TASK BRIEF: If a line in the entries below includes "bridge", pick it out and copy it.

TASK MATERIAL:
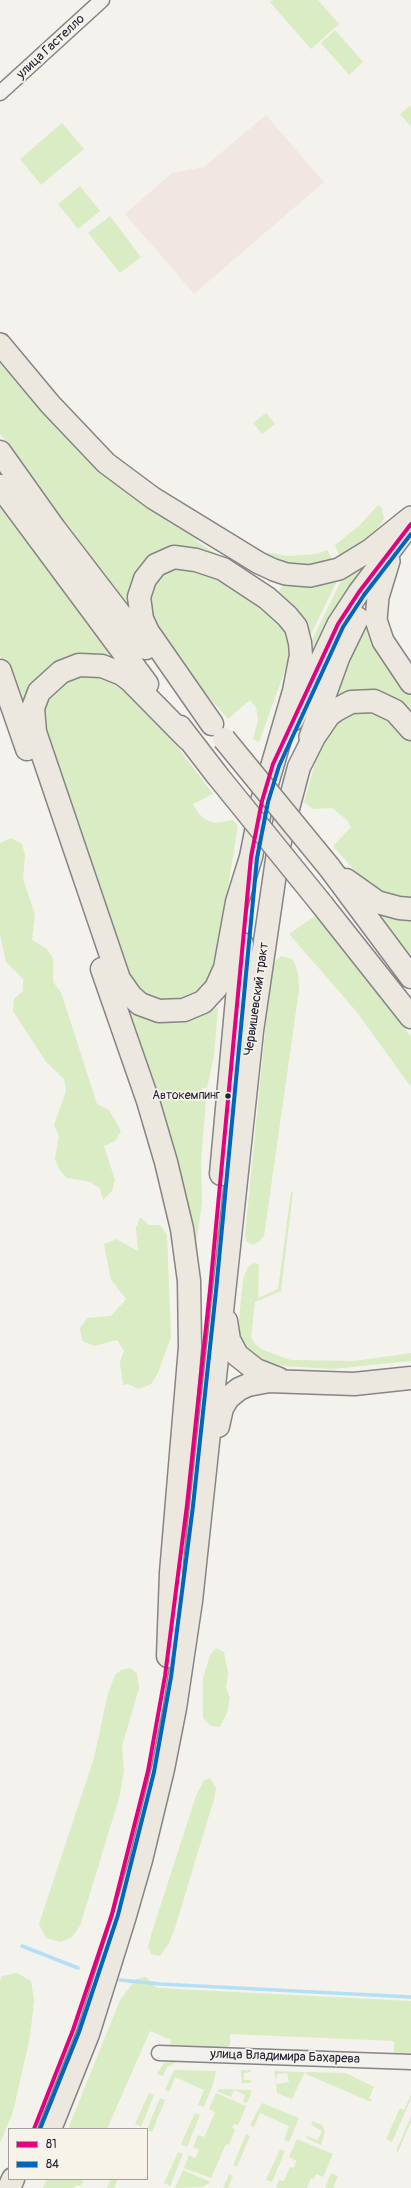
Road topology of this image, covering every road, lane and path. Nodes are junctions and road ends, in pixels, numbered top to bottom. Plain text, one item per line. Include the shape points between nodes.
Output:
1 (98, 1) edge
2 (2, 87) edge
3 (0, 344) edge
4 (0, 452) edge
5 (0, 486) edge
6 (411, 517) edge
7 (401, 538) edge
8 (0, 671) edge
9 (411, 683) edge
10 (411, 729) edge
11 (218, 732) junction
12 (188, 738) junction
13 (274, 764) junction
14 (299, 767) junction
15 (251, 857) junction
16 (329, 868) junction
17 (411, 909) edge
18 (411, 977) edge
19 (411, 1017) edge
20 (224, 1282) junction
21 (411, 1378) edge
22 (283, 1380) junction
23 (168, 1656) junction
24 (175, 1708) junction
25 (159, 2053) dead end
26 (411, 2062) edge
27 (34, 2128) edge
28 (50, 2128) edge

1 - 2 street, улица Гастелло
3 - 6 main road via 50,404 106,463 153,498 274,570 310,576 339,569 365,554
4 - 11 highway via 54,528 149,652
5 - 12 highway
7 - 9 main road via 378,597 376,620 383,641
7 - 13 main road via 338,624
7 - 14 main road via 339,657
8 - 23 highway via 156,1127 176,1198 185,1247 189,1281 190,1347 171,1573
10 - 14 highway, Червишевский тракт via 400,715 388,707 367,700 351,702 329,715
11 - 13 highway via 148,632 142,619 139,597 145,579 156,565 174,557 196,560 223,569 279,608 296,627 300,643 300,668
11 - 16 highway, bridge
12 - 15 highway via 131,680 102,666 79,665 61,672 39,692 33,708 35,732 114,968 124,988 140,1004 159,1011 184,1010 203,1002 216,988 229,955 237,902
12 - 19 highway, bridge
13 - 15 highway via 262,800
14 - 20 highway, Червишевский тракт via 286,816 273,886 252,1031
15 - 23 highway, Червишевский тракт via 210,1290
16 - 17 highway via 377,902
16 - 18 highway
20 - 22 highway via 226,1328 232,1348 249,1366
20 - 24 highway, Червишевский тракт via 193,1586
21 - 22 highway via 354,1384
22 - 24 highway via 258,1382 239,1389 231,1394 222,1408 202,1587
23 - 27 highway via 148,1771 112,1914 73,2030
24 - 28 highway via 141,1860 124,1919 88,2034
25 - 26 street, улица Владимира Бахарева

EXPECTED ANSWER:
11 - 16 highway, bridge
12 - 19 highway, bridge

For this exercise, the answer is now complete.